Amazon

2016 - 2019

In 2016, I started my first full time research role on the Vendor Experience team at Amazon. I primarily worked on improving the experience of the Vendor Central platform, where businesses would handle all of their Amazon related inventory, marketing, and finance tasks. My work was a balance of heavily quantitative studies as well as in-depth qualitative projects.

Ecommerce Shopping - Reorder Experience

Before working with Vendors, I am proud to say my very first project successfully launched on the Amazon.com homepage. To facilitate online shoppers' re-ordering processes, the design team decided to create a digital facsimile of dash buttons, one-touch re-ordering devices.

The success of digital dash buttons heavily depended on the discoverability and understandability of the feature. As the researcher for this project, I organized multiple rounds of usability testing with early low-fidelity paper prototypes through to working code personalized to each participant. I also conducted large sample surveys with internal employees adding small homework assignments afterwards.

In all, across multiple studies I tested with over 80 participants in person and analyzed data from another 350 assignments, successfully providing data to place the dash buttons in prominent locations throughout Amazon.com. Findings from my research also helped to prioritize the types of products consumers would most likely reorder, enabling the team to generate a personalized initial set of dash buttons for every Amazon shopper.

Vendor Central eCommerce - Platform Design

Amazon’s Vendor Central (VC) platform encompasses all aspects of conducting business through the Amazon marketplace. Vendors world-wide contractually provide product, coordinate logistics, launch and manage marketing campaigns, access invoicing, and analyze financial data from within the VC platform itself, creating hundreds of use cases from every aspect of business administration.

Many of VC’s features and much of its functionality retained their original designs from the early 2000s, creating inefficiencies and long onboarding time for users. I worked directly with the design team to conduct research for new designs across all aspects of Vendor Central.

As an example, the payments and invoice section of Vendor Central was one of the most problematic areas of the experience based on contact data. A design team in India created a prototype that would link payments, invoices, and purchase orders together across different pages, greatly reducing the efforts from vendors to track these documents.

I recruited seven users from vendors ranging from small regional businesses to world-wide conglomerates to test a prototype primed with their actual vendor financials. I found that the new interactions as well as improved visual designs and information hierarchy could reduce the time spent assessing financial data by vendors by nearly 4 man-hours per week.

Vendor & Seller Central - Roles & Permissions

Due to the comprehensiveness of Vendor Central, users typically focused on subsets of tasks within the platform. Until 2018, there had been no efforts to stratify VC users based on their usage of the platform.

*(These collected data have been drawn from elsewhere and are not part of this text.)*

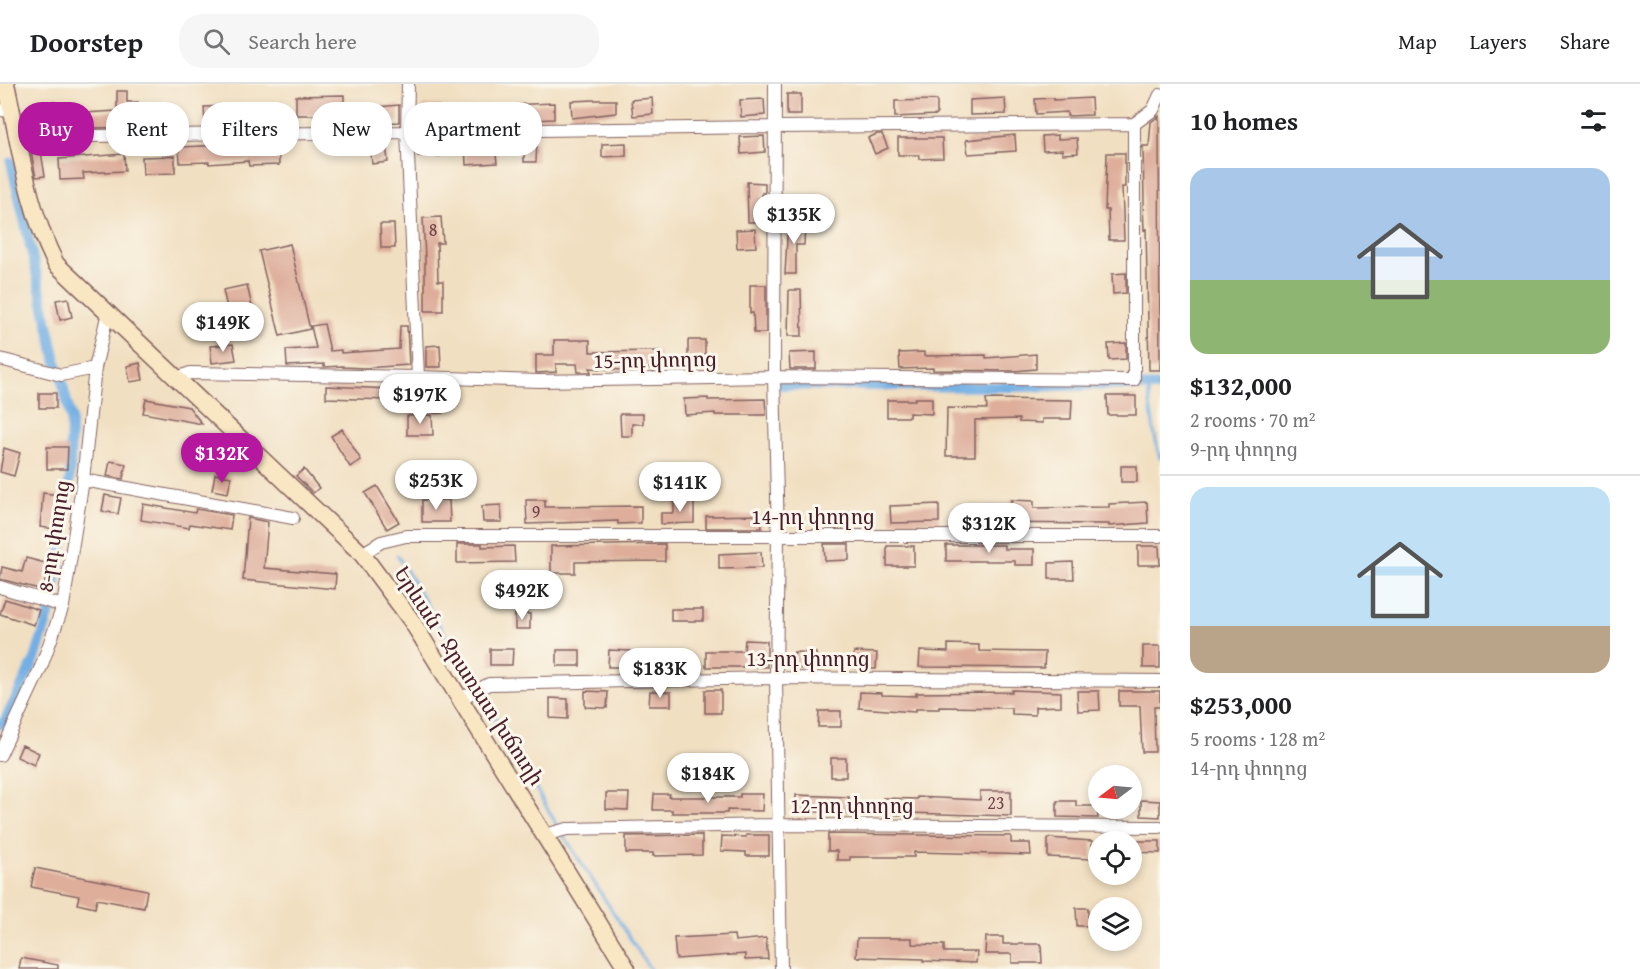 <!DOCTYPE html>
<meta charset="utf-8">
<style>
:root{--surface:#fff;--page:#f6f6f6;--text:#202124;--muted:#757577;--line:#e0e0e0;--accent:#b5179e}
body{margin:0;font-family:"Gentium Book Plus","Noto Serif Armenian",serif;background:var(--page);color:var(--text);height:100vh;display:flex;flex-direction:column;font-size:22px;white-space:nowrap}
*{box-sizing:border-box;margin:0}
p{font-size:20px;color:var(--muted)}
.icon{flex:none;width:33px;height:33px;fill:none;stroke:currentColor;stroke-width:2;stroke-linecap:round;stroke-linejoin:round}
.map{position:relative;flex:1;overflow:hidden}
.details{display:flex;flex-direction:column;background:var(--surface);width:480px}
.details>*{flex:none}
.top-card{position:absolute;left:18px;top:18px;width:570px;height:54px;display:flex;gap:12px}
.needle{width:39px;rotate:254deg}
.tools{position:absolute;left:1088px;top:681px;display:grid;gap:12px}
.tools a{display:grid;place-items:center;width:54px;height:54px;border-radius:50%;background:var(--surface);box-shadow:0 3px 9px #0003;font-size:30px}
.price{position:absolute;translate:-50% -51px;padding:0 14px;border-radius:21px;background:#fff;color:#222;font-size:20px;line-height:39px;filter:drop-shadow(0 2px 3px #0008)}
.price::after{content:'';position:absolute;left:50%;top:36px;width:18px;height:14px;margin-left:-9px;background:inherit;clip-path:polygon(0 0,100% 0,50% 100%)}
.price.on{background:var(--accent);color:#fff}
ul{padding:0;list-style:none}
li{display:grid;align-content:center;gap:12px;height:318px;padding:0 30px}
li+li{border-top:2px solid var(--line)}
li span{display:grid;place-items:center;height:186px;border-radius:18px;color:#555}
li>.icon{margin-inline-start:auto}
span .icon{width:108px;height:108px;fill:#fffc;stroke-width:1}
li b{font-size:26px}
h2{display:flex;justify-content:space-between;align-items:center;height:72px;padding:0 30px;font-size:26px}
.pill{padding:0 21px;border-radius:24px;background:var(--surface);box-shadow:0 3px 9px #0003;font-size:21px;line-height:54px}
.pill.on{background:var(--accent);color:#fff}
header{display:flex;align-items:center;gap:36px;box-sizing:border-box;height:84px;padding:0 30px;background:var(--surface);border-bottom:2px solid var(--line)}
header strong{font-size:28px}
nav{display:flex;gap:33px;margin-inline-start:auto;font-size:21px}
.search{width:420px;height:54px;background:var(--page);display:flex;align-items:center;gap:15px;box-sizing:border-box;padding:0 21px;border-radius:24px;color:var(--muted);font-size:22px}
main{display:flex;flex:1;min-height:0}
.map>svg:first-child{display:block}
</style>
<header>
<strong>Doorstep</strong>
<div class="search"><svg class="icon" aria-label="search" viewBox="0 0 24 24"><circle cx="10" cy="10" r="6"/><path d="M15 15l6 6"/></svg>Search here</div>
<nav><a>Map</a><a>Layers</a><a>Share</a></nav>
</header>
<main>
<div class="map">
<svg width="1160" height="885" viewBox="0 0 1160 885">
<rect width="100%" height="100%" fill="#fbf7ec"/>
<filter id="ink" filterUnits="userSpaceOnUse"><feTurbulence type="fractalNoise" baseFrequency=".0167" numOctaves="2"/><feDisplacementMap in="SourceGraphic" scale="12" xChannelSelector="R" yChannelSelector="G"/><feConvolveMatrix kernelMatrix="1 2 1 2 8 2 1 2 1" color-interpolation-filters="sRGB"/></filter>
<filter id="wash" filterUnits="userSpaceOnUse"><feTurbulence type="fractalNoise" baseFrequency=".008" numOctaves="4" result="noise"/><feDisplacementMap in="SourceGraphic" scale="24" xChannelSelector="R" yChannelSelector="G"/><feGaussianBlur stdDeviation="1.35" result="paint"/><feColorMatrix in="noise" values="0 0 0 0 0 0 0 0 0 0 0 0 0 0 0 0 0 1.4 0 .05"/><feComposite in="paint" operator="in"/></filter>
<g filter="url(#wash)">
<rect width="100%" height="100%" fill="#f1dfc1"/>
<g fill="none" stroke-linecap="round" stroke-linejoin="round">
<path stroke="#72afe4" stroke-width="3" d="M1148 304 1154 348 1160 374
M397 471 477 603
M481 609 558 743
M562 749 650 885"/>
<path stroke="#72afe4" stroke-width="10" d="M11 78 58 285
M780 301 1010 303 1112 301 1160 303
M53 514 63 458 70 392 71 335 62 297
M0 641 5 636 35 575 50 528"/>
</g>
<g id="blocks">
<path fill="#deae9b" d="M117 7H127V18H138V30L165 28V43L84 44V29L117 27Z
M787 10H801V31H787Z
M344 11V31H296V12Z
M652 14 653 30 633 32 631 16Z
M1005 14 1006 30 970 31V16Z
M1054 14V16L1091 14 1092 31 1067 32V28L1036 30 1035 15Z
M764 15 765 31 741 33 740 16Z
M595 16H616V29L572 34 571 17Z
M937 16V31L895 33V17Z
M38 18H55V39H38Z
M554 19V35L509 37 508 21Z
M399 21V38L378 39 377 23Z
M229 22V23L261 22 262 38 205 39 204 23Z
M423 22H439V37L423 36Z
M1159 32 1160 286H1149L1146 145 1144 146 1143 120H1144L1143 62H1149L1151 38Z
M877 50H882L888 64 875 70 868 54Z
M1015 51 1016 67 968 70 966 56Z
M1058 51V55L1077 54 1078 69 1062 70V66L1043 67 1042 52Z
M764 52 765 68 741 70 740 53Z
M898 54H942L943 74 919 75V71H898Z
M418 56H440V72H418Z
M524 57H537L536 78H524Z
M278 59 279 81 249 82 248 77 209 80V78L180 79 179 63Z
M386 59 388 78 372 80 370 61Z
M475 59V66L495 64 497 79 466 81 465 60Z
M626 59V72L602 73V60Z
M40 62 45 92 36 93 30 63Z
M1107 69H1125V103H1122L1124 156H1109L1108 126H1105Z
M124 70 125 87 83 89 84 95 60 96 59 75Z
M175 72V89L143 90 142 73Z
M747 98 765 99V109H762L763 138H748Z
M441 133 443 159H437L438 197H443V227H425V174L423 134Z
M788 137 805 138 804 161H796V190H785Z
M380 140H394L395 164H381Z
M755 145 756 163 737 164 736 146Z
M290 160 310 245 280 252 259 167Z
M1126 189V209L1113 210 1112 190Z
M247 201 253 227 229 233 223 206Z
M750 201H766V249H754L753 229H750Z
M789 206H801L802 252H788Z
M68 214 72 233 60 236 56 216Z
M324 240 330 267 341 266V269L399 265 400 242H407L409 281 364 284 343 283V282L324 283V280L287 282 286 266 316 264 311 242Z
M554 256H590V268L659 267V284L621 286 590 284 591 288H578L577 280H556V288L536 289V271H554Z
M688 256H705V274H688Z
M1126 259V275L1109 276 1108 260Z
M233 260 236 276 212 279 210 262Z
M440 261 441 283H426V262Z
M816 268V285H790L789 269Z
M924 268V272L986 271V274L1036 270V285L1014 287 933 286V284L900 285 899 269Z
M140 279 143 296 130 298 127 282Z
M326 302 390 305 389 316 326 314Z
M433 305H443V329H434Z
M39 309H56V324H39Z
M1107 312H1136V331H1108Z
M708 314V316L765 315 766 331H715V329L685 331 684 315Z
M915 314H932V330L909 329V333H887V316H915Z
M146 315 189 323 202 340 143 329Z
M986 315 1072 316 1071 335H1042V339L1019 338V335L975 336V372H946L947 324 987 325Z
M620 330H643V340H632V352H621Z
M432 331 433 351H407V332Z
M342 345 361 376 350 383 331 352Z
M47 363H68L67 385H47Z
M4 364 20 369 14 392 0 388Z
M110 377 126 380 123 395 107 392Z
M1121 382H1137V398H1121Z
M304 385 319 404 313 409 296 392Z
M215 390 231 393 228 409 212 406Z
M377 402 399 438 387 445 365 409Z
M43 409 59 411 55 445 40 443Z
M105 411 121 414 118 430 102 427Z
M674 415H694V439L661 440V429H674Z
M422 416H449L450 438H422Z
M526 416H545V423L641 422V439L618 440V437L527 440Z
M1011 416 1034 417V424L1109 423V420L1147 418 1148 439 1109 442V440L983 439V423L1010 422Z
M143 420 195 429 196 425 232 431 230 446 190 440 189 444 141 436Z
M939 420V438L891 439 890 422Z
M501 421 502 438H483L482 422Z
M847 428H866V438H847Z
M761 431 762 444H706V432Z
M248 434 268 438 264 484 336 490 335 505 243 496Z
M457 460H482V463L514 462 515 478 457 479Z
M665 460V477L575 478V489H551V462Z
M824 460H849V476L825 477Z
M946 461H1004V465H1034V481H1015V477H946Z
M887 462H914V482H887Z
M1138 462H1159L1160 481H1138Z
M761 468 762 484 719 485V470Z
M26 474 49 480 43 506 0 495 2 483 22 488Z
M1073 478 1074 495H1049V479Z
M5 515 39 526 34 541 0 530Z
M671 525H703V537H671Z
M515 529 530 530V545H515Z
M745 556 767 557V583H706V567H744Z
M948 560 979 561V567L1045 568 1044 584 919 583 920 567 948 568Z
M1143 562H1160V584H1143Z
M490 565H513L512 581H490Z
M557 566H580V582H557Z
M609 566 631 567V583H608Z
M794 568 816 569V585L793 584Z
M854 568 877 569 876 585 854 584Z
M705 606H721V629H705Z
M1012 606 1061 608V622L1035 623V631L1012 630V624L939 623V625H915V628L859 624 860 608 882 609V611L916 612V609L1012 608Z
M585 607 608 608 607 624 585 623Z
M650 607 671 608V622H649Z
M1077 607H1099L1100 626 1078 627Z
M1119 607H1160V623H1154L1155 668H1142L1140 622H1119Z
M550 614 568 615V635L550 634Z
M819 627H841V643H818Z
M22 661 39 669 34 681 17 673Z
M831 674H846V693H831Z
M980 707H1011V732L906 729V731L883 730V714L917 715V713L980 716Z
M606 709H629L628 726 606 725Z
M654 710H670L669 713H740V710H763L762 727 727 726V729H672V726H653Z
M796 711 849 713 848 729 796 727Z
M1141 716 1160 717V733L1141 732Z
M1057 717H1076V722H1097L1098 734 1057 733Z
M828 750 1011 752V759H1030L1031 771 914 768V773H850V776H837V767H828Z
M702 751V771L653 772V769H626V752Z
M746 751H769V772H746V768L721 767 722 752 746 753Z
M1048 754 1092 757V775L1048 773Z
M1131 757H1160V769L1131 768Z
M35 784 147 806 144 824 97 815 95 824 77 820 79 812 31 803Z
M1076 824H1088V842H1077Z
M734 851 735 857 766 854 768 875 745 876V870L676 875 674 854Z
M986 853H1003V860H1041L1042 879H1012V870H985Z
M857 854H912V860L944 861V868H977L976 879 923 877V875L856 873Z
M21 874 58 881V885H19Z"/>
</g>
</g>
<g filter="url(#ink)">
<use href="#blocks" fill-opacity="0" stroke="#846260" stroke-width="1.5"/>
<g fill="none" stroke-linecap="round" stroke-linejoin="round">
<defs>
<path id="minor" d="M408 0 407 48 418 293
M775 0 774 293 778 452 776 594 781 885
M0 26 12 27
M17 53 775 43 1134 40 1153 26 1160 11
M0 275 61 291 95 284
M177 294 190 289 418 293 539 297 774 293 1134 296V40
M83 396 293 434
M362 470 381 458 406 452H1160
M0 503 63 522
M460 615 489 600 776 594 1160 597
M0 671 41 583 63 522 83 396 95 284 108 228
M544 751 567 745 777 741 1160 743"/>
<path id="secondary" d="M6 0C20 61 27 124 56 180L362 470 411 536 627 885"/>
</defs>
<use href="#minor" stroke="#846260" stroke-width="14"/>
<use href="#secondary" stroke="#846260" stroke-width="19"/>
<use href="#minor" stroke="#fff" stroke-width="12"/>
<use href="#secondary" stroke="#f9e7c3" stroke-width="16"/>
</g>
</g>
<g text-anchor="middle" stroke-width="6" stroke-linejoin="round" paint-order="stroke">
<g font-size="18" fill="#6f4347">
<text x="433" y="152">8</text>
<text x="536" y="434">9</text>
<text x="996" y="725">23</text>
</g>
<g font-size="21" fill="#4a1f2b" stroke="#fbf7ec">
<text transform="translate(655 276) rotate(-1)" y="7">15-րդ փողոց</text>
<text x="813" y="440">14-րդ փողոց</text>
<text transform="translate(54 452) rotate(-81)" y="7">8-րդ փողոց</text>
<text x="808" y="582">13-րդ փողոց</text>
<text transform="translate(469 592) rotate(57)" y="7">Երևան - Ջրառատ խճուղի</text>
<text x="852" y="729">12-րդ փողոց</text>
</g>
</g>
</svg>
<div class="tools">
<a><svg class="needle" viewBox="-14 -14 28 28"><path d="M0-13l5 13h-10z" fill="#e53935"/><path d="M0 13l5-13h-10z" fill="#757577"/></svg></a>
<a><svg class="icon" aria-label="locate" viewBox="0 0 24 24"><circle cx="12" cy="12" r="6"/><path d="M12 2v4M12 18v4M2 12h4M18 12h4"/></svg></a>
<a><svg class="icon" aria-label="layers" viewBox="0 0 24 24"><path d="M12 4l9 5-9 5-9-5zM3 14l9 5 9-5"/></svg></a>
</div>
<b class="price" style="left:794px;top:161px">$135K</b>
<b class="price" style="left:223px;top:269px">$149K</b>
<b class="price" style="left:420px;top:341px">$197K</b>
<b class="price on" style="left:222px;top:400px">$132K</b>
<b class="price" style="left:436px;top:427px">$253K</b>
<b class="price" style="left:680px;top:429px">$141K</b>
<b class="price" style="left:989px;top:470px">$312K</b>
<b class="price" style="left:522px;top:537px">$492K</b>
<b class="price" style="left:660px;top:615px">$183K</b>
<b class="price" style="left:708px;top:720px">$184K</b>
<div class="top-card">
<a class="pill on">Buy</a>
<a class="pill">Rent</a>
<a class="pill">Filters</a>
<a class="pill">New</a>
<a class="pill">Apartment</a>
</div>
</div>
<section class="details">
<h2>10 homes<svg class="icon" aria-label="filters" viewBox="0 0 24 24"><path d="M4 7h16M4 17h16"/><circle cx="9" cy="7" r="2"/><circle cx="15" cy="17" r="2"/></svg></h2>
<ul>
<li><span style="background:linear-gradient(#a9c7e8 60%,#8fb573 0)"><svg class="icon" aria-label="home" viewBox="0 0 24 24"><path d="M3 11l9-7 9 7M6 9v11h12V9"/></svg></span><div><b>$132,000</b><p>2 rooms · 70 m²</p><p>9-րդ փողոց</p></div></li>
<li><span style="background:linear-gradient(#bfe0f5 75%,#b9a48a 0)"><svg class="icon" aria-label="home" viewBox="0 0 24 24"><path d="M3 11l9-7 9 7M6 9v11h12V9"/></svg></span><div><b>$253,000</b><p>5 rooms · 128 m²</p><p>14-րդ փողոց</p></div></li>
</ul>
</section>
</main>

Understanding how vendors assign tasks to their employees using the platform would enable better targeting of research efforts, better understanding of how design changes would impact the most relevant users, and better platform management of roles and permissions.

I worked with another researcher to create a nearly year-long research plan to discover, refine, and analyze vendor central user cohorts using a standard double-diamond research approach.

After an initial pilot survey, I collected data from the world-wide vendor satisfaction survey and performed cluster analysis to identify 7 unique cohorts of vendor central users. To verify how well these roles align in reality, my research partner and I conducted field visits across the US, finding the roles accurately described user types.

After some refinement, I was able to create questions to identify user types for study screeners and surveys moving forward, enabling research data to be accurately attributed to the users most relevant to a topic.

Vendor Satisfaction -
World-wide Survey & Polling

One of my major duties in the Retail org was to conduct a biannual world-wide vendor satisfaction (VSAT) survey that acted as a snapshot for the organization’s performance as well as providing data to prioritize upcoming projects and decisions during annual planning.

When I took ownership of the VSAT in 2017, the survey averaged 145 questions including 50 free response questions and was sent out to 9 different countries in local languages. Respondents were paid $5 for completing the survey, and with over 10,000 responses per year the survey accounted for a significant expense to the research team.

I created several tools and templates to analyze the immense volume of data, including excel sheets to statistically analyze all likert questions. I even created a free-response analyzer to identify themes across hundreds of qualitative responses and add sentiment analysis.

I was tasked with improving the survey design and maintaining the data quality while removing the gratuity for respondents. By making use of extensive branching logic, tweaking survey language, and focusing on the survey taking experience, I was able to improve data quality and minimize reductions in responses while eliminating the gratuity.

I next took ownership of a fledgling polling tool within Vendor and Seller Central, and began to migrate the biannual VSAT survey to weekly on-site surveys. Eventually eliminating the need for the large VSAT survey, I expanded and managed the polling service. I worked with a data analyst to automatically pull polling data from a Redshift cluster into a self-service Tableau dashboard, and I began preparing a monthly pulse report that enabled more frequent and timely sampling of selling partner satisfaction.